Few studies have examined the differentiation of human embryonic stem cell (hESC)-derived pancreatic endoderm cells (PECs) in different implantation sites. Here, we investigate the influence of implantation site and recipient sex on the differentiation of hESC-derived PECs in vivo. Male and female mice were implanted with 5 × 106 hESC-derived PECs under the kidney capsule, in the gonadal fat pad, or subcutaneously within macroencapsulation (TheraCyte) devices. PECs implanted within TheraCyte devices developed glucose-stimulated human C-peptide secretion faster than cells implanted under the kidney capsule or in the gonadal fat pad. Interestingly, hESC-derived PECs implanted under the kidney capsule in females developed glucose-stimulated human C-peptide faster than in males and secreted higher levels of arginine-stimulated glucagon and glucagon-like peptide 1 than other implantation sites.

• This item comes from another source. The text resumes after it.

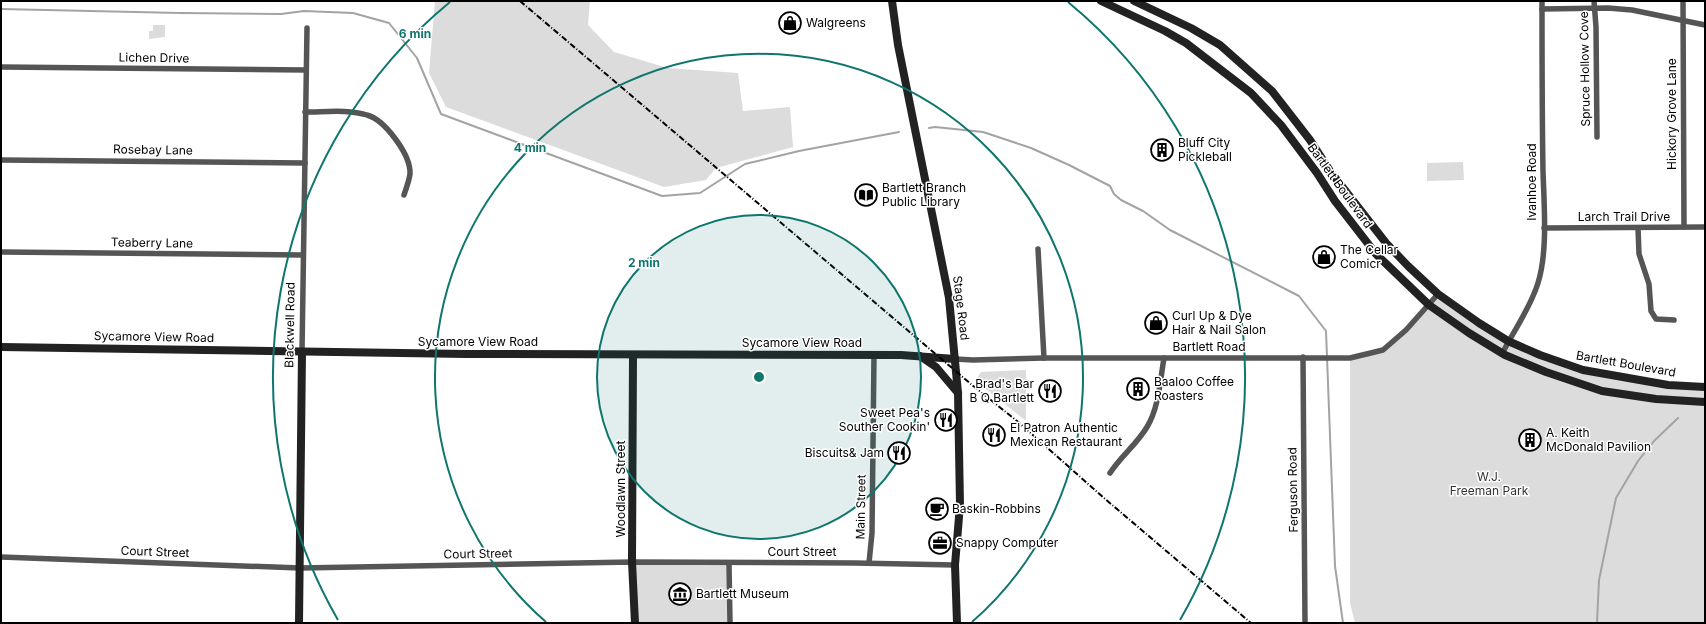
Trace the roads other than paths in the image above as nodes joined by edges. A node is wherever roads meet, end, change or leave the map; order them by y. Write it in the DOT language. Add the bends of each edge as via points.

Furthermore, hESC-derived grafts collected from the kidney capsule and gonadal fat pad sites displayed a mix of endocrine and ductal cells as well as contained cysts, whereas TheraCyte device grafts displayed mostly endocrine cells and cysts were not observed. Here we demonstrate that the macroencapsulated subcutaneous site and the female recipient can promote faster differentiation of hESC-derived PECs to endocrine cells in mice.Few studies have directly compared the differentiation of human embryonic stem cell-derived progenitors in different implantation sites in male and female recipients. We investigated whether the site of implantation and/or the sex of the recipient influenced the differentiation of pancreatic progenitors in vivo in mice. Mice implanted with cells in macroencapsulation devices contained fewer off-target structures and developed stimulated insulin release faster than other implant sites, while females implanted with cells under the kidney capsule developed stimulated insulin release before males. Macroencapsulation devices reduced the formation of off-target cells from human embryonic stem cell-derived progenitors, a useful characteristic for clinical applications.